As I was writing this I went to check my e-mail, but didn’t hit save. Somehow I ended up closing my browser and when coming back to writing I realized my mistake. Thank anyone upstairs for the restore function or I would have lost 1100 words. I don’t really have the initiative to do something over from scratch after an error like that so this post never would have happened. Wow, almost had a heart attack there. *Hits save*
Small disclaimer: When I say “logically invalid” in response to religion, I’m not dissing religious people. This term comes from philosophy and mathematics, referring to rigorous proofs where all conclusions follow from the premises. There must be no counterexamples or holes in the evidence you are presenting. You cannot selectively prove certain parts of a statement. Your proof must be completely universal in application. So the arguments I was providing, in terms of how I understand atheism, were based off of having the conclusions follow from the premises. Rigorous proofs are more complex than that and I gave the basic idea, but if you want more answers take a look here. (There’s this whole distinction between logic in philosophy and logic in math that I won’t get into here because that would realllllyyy make my brain hurt. That may be a topic for a future post.)

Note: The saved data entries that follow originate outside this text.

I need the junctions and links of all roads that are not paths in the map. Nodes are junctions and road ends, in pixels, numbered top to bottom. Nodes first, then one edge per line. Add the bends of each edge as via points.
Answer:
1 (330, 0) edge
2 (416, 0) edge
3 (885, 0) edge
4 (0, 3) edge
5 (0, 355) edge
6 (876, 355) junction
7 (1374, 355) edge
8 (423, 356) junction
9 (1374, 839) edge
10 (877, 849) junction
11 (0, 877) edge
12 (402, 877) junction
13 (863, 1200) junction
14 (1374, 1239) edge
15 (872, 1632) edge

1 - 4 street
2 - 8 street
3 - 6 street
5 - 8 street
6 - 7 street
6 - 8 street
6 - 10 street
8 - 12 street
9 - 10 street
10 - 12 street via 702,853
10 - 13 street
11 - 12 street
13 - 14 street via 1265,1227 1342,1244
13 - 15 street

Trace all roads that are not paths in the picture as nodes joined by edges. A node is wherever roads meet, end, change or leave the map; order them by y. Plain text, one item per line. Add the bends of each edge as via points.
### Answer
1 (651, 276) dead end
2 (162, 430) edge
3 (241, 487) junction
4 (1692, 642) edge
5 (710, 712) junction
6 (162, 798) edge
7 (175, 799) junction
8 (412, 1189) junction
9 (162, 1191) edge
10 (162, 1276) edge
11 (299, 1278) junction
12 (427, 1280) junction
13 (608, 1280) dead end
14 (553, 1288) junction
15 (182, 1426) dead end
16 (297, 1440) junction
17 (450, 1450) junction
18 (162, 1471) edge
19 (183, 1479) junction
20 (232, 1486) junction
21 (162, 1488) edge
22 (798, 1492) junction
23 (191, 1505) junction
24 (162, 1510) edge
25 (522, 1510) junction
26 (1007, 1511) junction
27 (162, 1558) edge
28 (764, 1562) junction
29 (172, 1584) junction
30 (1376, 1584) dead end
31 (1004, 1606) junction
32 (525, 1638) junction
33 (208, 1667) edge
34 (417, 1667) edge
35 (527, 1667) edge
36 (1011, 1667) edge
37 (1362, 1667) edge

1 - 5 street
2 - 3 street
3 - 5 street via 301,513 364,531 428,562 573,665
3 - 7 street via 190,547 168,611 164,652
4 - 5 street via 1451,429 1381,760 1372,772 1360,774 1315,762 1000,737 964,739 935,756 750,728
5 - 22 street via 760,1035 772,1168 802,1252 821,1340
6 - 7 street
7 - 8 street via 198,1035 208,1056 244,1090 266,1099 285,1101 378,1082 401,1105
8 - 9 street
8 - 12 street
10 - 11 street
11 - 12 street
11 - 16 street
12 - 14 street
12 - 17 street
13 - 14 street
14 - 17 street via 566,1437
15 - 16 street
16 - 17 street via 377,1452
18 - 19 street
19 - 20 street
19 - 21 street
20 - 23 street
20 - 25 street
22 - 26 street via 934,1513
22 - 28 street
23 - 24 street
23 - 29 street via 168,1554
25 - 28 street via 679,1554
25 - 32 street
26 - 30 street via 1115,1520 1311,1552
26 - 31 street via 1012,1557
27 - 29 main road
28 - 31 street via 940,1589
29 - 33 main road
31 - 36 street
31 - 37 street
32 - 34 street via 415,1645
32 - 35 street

*My use of the word faith in that sentence was pretty thought provoking as I was writing. Earlier I wrote about not being capable of leaps of faith, but I discovered through writing this that my belief in the scientific process is pretty much a leap of faith. There are no guarantees that the scientific process will or will not eventually lead to a conclusion, but I firmly believe the question will be answered. Demanding rigor is hard and I’ll relax my standards just for that one circumstance.
Which side are you on and how does that impact the way you live your life? I’d love to hear your take on religion.